My list of anaesthetists who are famous for the wrong reasons currently has two categories and four entries.
The first category, “Anaesthetists convicted of killing Michael Jackson,” would have just one entry and is something of a misnomer, since Conrad Murray wasn’t actually an anaesthetist, though the anaesthetic propofol was very much involved.
The second category, “Anaesthetists who have broken records for research misconduct,” contains the other three: Scott Reuben (22 retractions), Joachim Boldt (89 retractions), and Yoshitaka Fujii (pushing 200 possible retractions).
Here, I ponder the question: why anaesthetists?

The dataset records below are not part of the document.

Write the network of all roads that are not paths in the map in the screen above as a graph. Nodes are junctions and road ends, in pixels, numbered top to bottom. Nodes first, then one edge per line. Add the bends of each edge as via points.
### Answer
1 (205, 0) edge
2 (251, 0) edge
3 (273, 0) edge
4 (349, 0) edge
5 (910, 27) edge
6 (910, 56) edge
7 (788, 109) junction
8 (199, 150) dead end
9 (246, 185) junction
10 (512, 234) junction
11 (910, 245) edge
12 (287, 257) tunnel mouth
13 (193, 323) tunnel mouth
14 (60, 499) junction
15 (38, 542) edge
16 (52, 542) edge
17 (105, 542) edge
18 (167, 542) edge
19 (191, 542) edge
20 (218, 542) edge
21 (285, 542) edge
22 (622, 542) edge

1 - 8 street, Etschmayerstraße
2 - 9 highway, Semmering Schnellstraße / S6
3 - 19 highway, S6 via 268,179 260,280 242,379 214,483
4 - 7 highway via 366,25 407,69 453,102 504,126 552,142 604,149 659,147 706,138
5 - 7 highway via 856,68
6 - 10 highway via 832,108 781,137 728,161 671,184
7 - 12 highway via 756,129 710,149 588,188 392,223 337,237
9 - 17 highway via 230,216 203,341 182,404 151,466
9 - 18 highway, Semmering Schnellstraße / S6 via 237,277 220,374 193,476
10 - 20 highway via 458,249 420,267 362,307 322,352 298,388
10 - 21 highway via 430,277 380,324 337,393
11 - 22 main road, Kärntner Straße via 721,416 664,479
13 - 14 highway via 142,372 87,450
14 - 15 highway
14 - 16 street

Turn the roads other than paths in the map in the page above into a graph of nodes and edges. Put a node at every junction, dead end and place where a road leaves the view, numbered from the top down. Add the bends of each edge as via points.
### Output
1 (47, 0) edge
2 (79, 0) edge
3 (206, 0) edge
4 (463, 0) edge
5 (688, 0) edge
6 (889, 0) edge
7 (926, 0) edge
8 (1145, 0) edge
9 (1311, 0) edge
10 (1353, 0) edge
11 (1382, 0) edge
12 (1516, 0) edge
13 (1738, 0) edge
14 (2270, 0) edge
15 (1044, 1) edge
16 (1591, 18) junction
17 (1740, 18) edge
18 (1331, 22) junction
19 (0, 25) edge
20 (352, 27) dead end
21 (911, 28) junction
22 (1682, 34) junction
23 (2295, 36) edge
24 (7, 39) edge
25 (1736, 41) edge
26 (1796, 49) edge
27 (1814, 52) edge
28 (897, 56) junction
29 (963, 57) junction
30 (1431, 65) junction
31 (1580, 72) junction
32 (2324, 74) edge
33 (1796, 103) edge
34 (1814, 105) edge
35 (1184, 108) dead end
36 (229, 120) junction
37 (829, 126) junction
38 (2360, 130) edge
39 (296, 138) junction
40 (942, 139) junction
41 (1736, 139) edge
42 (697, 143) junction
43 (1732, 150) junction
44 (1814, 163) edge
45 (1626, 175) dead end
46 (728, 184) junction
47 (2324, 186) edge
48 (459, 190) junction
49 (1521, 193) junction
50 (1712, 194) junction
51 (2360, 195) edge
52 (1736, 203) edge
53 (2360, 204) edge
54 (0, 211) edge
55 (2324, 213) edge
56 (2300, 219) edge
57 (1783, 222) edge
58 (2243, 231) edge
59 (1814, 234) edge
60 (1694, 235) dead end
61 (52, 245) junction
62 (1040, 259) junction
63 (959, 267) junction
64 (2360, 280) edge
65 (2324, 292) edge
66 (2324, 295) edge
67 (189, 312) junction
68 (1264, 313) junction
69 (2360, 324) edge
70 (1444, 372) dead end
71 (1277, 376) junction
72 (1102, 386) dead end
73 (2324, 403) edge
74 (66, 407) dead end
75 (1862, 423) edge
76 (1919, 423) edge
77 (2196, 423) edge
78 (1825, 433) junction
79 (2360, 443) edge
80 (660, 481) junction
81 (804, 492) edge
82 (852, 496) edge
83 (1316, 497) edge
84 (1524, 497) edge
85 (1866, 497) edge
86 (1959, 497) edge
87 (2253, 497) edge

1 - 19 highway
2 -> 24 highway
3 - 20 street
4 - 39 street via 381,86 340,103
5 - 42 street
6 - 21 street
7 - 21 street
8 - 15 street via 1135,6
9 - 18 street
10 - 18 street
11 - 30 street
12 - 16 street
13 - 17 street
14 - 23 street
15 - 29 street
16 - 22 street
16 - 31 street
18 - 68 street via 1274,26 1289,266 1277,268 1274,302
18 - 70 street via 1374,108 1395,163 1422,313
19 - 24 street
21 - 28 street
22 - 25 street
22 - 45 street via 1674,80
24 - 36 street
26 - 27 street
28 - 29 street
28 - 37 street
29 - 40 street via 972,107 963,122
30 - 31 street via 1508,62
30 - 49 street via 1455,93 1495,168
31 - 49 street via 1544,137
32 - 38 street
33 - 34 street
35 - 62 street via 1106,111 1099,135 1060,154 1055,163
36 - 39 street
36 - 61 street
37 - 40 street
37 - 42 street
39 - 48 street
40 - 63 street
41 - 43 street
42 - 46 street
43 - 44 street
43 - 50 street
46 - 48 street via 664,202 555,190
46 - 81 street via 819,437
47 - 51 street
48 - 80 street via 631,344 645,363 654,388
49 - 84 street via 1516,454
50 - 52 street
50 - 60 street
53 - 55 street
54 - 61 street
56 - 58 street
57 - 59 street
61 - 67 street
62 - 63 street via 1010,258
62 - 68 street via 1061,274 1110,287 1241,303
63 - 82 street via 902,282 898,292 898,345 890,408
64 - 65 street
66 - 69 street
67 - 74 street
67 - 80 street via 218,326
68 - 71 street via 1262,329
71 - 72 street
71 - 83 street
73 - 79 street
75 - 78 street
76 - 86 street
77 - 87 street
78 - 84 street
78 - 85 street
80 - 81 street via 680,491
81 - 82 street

We’ll never know, of course. But here a few possibilities:
1. Swallows and summers
It may be that research misconduct is no more common in anaesthetists than in any other group. Anaesthesia is the largest single hospital specialty and so one is more likely to see an anaesthetist fall from grace than a surgeon or a paediatrician, all else being equal. Add to this the phenomenon whereby once something is noticed, people keep noticing it, even though its incidence hasn’t changed—aka the so-called “flesh-eating bug ‘epidemic'” of the early 1990s. (Against this hypothesis, I should point out that all else isn’t exactly equal; thus anaesthetists have fewer referrals to the GMC than surgeons, for example).
2. Fluke
Stuff happens, and when it does we try to impose patterns on it even when events are unrelated. So while it’s feasible that our unfortunate cluster of anaesthetic miscreants does represent an increase over what might be expected, it may still be just a chance occurrence, albeit unlikely. Perhaps someone cleverer than me can estimate how unlikely.
3. Bad apples
It’s possible of course that anaesthetists are more likely than others to break the rules. This could be for several reasons: they might be that way inclined to start with; they might have more opportunity to fiddle the books because of the nature of anaesthesia (with the potential to generate lots of data over a relatively short time period) or of anaesthetic research (which historically has tended to attract fewer and smaller grants from major funding bodies than many other specialties and possibly, therefore, less scrutiny); or they might be less closely supervised within academic anaesthetic departments—which, historically, have tended to be smaller and less well supported within institutions than others. I have no evidence for or against any of these.
4. Better policing
The final possibility is that—whether or not misconduct is more common in anaesthesia—we might be better at spotting it than in other specialties. Again, I have no evidence for this, except to say that as far as I know, the collaboration between the editors-in-chief of first 18 (in the Boldt case) and then 23 (in the Fujii case) journals is unprecedented. Certainly, since Reuben’s downfall, a core group of anaesthetic journals has formed whose editors-in-chief regularly share concerns over possible cases of misconduct. Already, our collaboration has led to the exchange of useful information and detection of problems on submission, rather than once suspect work is published.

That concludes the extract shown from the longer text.